BERLIN (Reuters) - Former Bayern Munich president Uli Hoeness, convicted in March of evading $40 million (23.6 million pounds) in taxes, has filed a formal protest about his jail due to security and privacy fears, a German magazine reported on Monday.
Hoeness’s lawyers filed an objection to Bavarian state plans to send the 62-year-old to the Landsberg prison because 157 reporters were allowed to tour the 114-year-old facility shortly after his conviction, Focus magazine reported.
Hoeness is worried that guards or fellow inmates could peddle information or pictures to media, the magazine said.
A spokesman for the state prosecutor’s office in Munich said he could not comment on the report.
“We don’t comment on how prison assignments are carried out,” the spokesman said when asked about the Focus report on Hoeness. “The person concerned will be invited to report to a certain prison at some point.”
Hoeness was convicted on March 16 of tax evasion in one of the most spectacular cases of fraud in German history. He was supposed to spend the next 3-1/2 years in the Landsberg prison 70 km (45 miles) west of Munich, which once housed Adolf Hitler.
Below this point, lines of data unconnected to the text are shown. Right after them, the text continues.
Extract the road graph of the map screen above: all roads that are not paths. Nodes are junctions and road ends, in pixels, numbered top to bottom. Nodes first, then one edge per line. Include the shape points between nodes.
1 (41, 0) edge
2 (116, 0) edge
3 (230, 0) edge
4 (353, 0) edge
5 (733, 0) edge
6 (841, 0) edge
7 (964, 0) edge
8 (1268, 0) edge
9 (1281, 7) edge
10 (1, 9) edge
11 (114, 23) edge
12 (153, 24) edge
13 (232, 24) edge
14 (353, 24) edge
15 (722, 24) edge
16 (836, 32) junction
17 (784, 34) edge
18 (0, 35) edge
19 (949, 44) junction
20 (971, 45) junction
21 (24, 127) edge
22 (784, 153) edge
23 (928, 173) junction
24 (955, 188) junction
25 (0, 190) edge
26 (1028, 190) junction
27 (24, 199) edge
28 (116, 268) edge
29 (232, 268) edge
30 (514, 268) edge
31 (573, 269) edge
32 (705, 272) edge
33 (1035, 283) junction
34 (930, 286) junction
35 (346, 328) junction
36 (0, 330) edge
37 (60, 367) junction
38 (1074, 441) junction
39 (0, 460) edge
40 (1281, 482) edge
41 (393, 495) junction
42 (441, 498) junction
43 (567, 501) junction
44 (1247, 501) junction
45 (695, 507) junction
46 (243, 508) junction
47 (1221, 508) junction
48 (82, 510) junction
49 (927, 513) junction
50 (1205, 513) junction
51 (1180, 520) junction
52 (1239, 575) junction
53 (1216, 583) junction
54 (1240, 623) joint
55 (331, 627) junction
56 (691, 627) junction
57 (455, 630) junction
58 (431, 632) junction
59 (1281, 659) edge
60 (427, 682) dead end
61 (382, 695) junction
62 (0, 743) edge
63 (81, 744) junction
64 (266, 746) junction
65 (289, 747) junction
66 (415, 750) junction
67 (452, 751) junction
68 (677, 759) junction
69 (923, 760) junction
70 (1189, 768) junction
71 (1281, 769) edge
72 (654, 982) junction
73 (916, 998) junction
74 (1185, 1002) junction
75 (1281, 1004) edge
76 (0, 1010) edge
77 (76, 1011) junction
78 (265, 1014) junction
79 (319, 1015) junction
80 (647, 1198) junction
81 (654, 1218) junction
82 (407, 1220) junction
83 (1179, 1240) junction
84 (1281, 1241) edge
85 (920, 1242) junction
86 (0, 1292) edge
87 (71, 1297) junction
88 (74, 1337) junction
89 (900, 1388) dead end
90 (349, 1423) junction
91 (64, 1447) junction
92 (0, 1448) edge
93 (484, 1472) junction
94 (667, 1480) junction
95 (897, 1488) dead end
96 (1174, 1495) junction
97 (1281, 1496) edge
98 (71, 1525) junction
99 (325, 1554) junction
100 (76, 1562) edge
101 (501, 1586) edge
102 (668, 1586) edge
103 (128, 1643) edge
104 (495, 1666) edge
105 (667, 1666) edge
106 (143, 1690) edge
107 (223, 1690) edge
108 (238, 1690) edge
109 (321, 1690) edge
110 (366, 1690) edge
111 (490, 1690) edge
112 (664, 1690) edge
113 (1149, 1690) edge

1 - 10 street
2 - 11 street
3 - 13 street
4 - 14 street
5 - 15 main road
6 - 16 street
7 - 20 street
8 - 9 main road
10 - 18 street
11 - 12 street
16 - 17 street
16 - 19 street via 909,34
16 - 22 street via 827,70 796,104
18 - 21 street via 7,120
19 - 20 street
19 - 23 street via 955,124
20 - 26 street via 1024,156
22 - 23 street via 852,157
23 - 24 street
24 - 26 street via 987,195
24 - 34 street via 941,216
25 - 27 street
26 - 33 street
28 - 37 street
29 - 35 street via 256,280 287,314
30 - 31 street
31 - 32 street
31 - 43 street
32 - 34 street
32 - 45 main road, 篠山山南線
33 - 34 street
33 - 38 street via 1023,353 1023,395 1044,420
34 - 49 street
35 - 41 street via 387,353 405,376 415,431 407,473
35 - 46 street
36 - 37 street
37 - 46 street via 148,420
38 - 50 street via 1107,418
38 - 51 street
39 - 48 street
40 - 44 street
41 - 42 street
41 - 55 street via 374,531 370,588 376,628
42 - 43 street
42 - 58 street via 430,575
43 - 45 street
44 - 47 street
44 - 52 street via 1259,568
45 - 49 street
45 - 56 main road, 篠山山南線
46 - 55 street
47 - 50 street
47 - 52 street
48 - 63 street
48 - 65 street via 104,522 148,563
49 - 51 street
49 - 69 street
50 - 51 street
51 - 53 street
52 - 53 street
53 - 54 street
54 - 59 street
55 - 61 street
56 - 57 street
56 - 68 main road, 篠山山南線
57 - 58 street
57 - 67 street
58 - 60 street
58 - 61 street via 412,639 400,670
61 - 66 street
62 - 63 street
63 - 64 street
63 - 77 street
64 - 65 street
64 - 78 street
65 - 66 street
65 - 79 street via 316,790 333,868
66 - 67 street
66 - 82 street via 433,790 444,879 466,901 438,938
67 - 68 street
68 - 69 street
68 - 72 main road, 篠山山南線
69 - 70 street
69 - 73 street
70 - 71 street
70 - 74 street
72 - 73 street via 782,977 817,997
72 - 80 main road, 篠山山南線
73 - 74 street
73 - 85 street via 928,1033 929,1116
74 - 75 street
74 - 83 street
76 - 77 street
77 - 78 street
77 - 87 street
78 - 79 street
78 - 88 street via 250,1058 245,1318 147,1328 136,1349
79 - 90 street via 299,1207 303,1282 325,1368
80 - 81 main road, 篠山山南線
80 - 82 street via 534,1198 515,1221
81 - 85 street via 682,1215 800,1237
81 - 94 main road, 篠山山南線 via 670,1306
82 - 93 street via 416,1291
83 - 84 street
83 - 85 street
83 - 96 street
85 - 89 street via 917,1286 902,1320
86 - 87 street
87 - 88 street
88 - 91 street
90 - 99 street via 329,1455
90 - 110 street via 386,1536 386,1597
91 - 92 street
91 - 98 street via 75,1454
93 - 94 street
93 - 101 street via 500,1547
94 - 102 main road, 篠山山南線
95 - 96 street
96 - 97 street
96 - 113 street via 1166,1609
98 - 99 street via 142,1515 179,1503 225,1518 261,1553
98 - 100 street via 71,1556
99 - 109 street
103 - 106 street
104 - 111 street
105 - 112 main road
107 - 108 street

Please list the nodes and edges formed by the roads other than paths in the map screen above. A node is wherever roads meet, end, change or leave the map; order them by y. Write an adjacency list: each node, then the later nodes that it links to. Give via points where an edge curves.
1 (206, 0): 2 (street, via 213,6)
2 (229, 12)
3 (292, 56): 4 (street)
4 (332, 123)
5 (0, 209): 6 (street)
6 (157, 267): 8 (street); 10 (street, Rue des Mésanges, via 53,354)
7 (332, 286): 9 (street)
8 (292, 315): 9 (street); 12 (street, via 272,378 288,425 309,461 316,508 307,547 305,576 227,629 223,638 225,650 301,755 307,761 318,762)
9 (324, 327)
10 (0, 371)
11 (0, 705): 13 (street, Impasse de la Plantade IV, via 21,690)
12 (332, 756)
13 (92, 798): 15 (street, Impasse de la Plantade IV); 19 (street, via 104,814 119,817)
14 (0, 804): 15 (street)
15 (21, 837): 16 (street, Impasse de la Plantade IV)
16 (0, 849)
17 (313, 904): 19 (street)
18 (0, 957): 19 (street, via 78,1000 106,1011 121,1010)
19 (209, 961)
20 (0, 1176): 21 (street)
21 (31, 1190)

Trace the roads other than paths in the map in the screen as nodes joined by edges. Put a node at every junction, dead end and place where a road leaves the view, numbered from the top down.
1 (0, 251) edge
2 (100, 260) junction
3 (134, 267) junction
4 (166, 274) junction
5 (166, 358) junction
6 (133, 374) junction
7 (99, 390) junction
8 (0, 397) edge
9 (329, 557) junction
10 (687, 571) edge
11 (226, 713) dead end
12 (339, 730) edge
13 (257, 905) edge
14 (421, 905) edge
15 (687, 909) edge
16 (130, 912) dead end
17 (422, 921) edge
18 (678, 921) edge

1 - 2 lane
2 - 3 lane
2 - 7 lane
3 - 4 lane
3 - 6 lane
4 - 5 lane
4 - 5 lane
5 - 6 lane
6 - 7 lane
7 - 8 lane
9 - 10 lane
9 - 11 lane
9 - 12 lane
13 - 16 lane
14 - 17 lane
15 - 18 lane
Landsberg officials took journalists on a March 31 tour of the prison, where Hitler dictated his book “Mein Kampf” to Rudolf Hess after being convicted for his failed 1923 beer hall putsch. Its 420 inmates include murderers, drug-dealers and sex offenders.
Once Germany’s most famous soccer boss, Hoeness was convicted of evading 28.5 million euros in taxes on income earned in a secret Swiss bank account. He hoped in vain his voluntary disclosure would lead to a suspended sentence.
Focus magazine quoted sources close to the former West Germany player saying: “It’s looking good that Uli Hoeness will not have to go to Landsberg.”
It said Hoeness could end up in the more modern facility in Landshut that has fewer inmates serving out sentences for violent crimes. The Landshut prison also has single cells, better food and flat-screen TVs, Bild newspaper reported.
Focus added Hoeness friends “worry that guards or prisoners (at Landsberg) could be lured by money into selling exclusive information about the nation’s biggest celebrity prisoner.”
The Munich-based magazine said Hoeness believes he will not have to stay in jail long when his term starts in late May.
“Uli is confident that he’ll be allowed to leave prison during the daytime hours after just three or four months,” Focus said, referring to German rules that allow prisoners with good behaviour out of jail during the day to work.
Hoeness, who helped West Germany win the 1974 World Cup, resigned as chairman of the supervisory board and president of Bayern Munich a day after his conviction.
During his 35 years at Bayern Munich, Hoeness turned the club into a perennial powerhouse that won last year’s Champions League and dominates the German Bundesliga. He also owns a Bavarian sausage factory.
Journalists who toured the Landsberg prison saw eight-square-metre (86-square-feet) cells of the type where Hoeness will be locked up. The rooms have just a simple bed, a chair, a closet and toilet.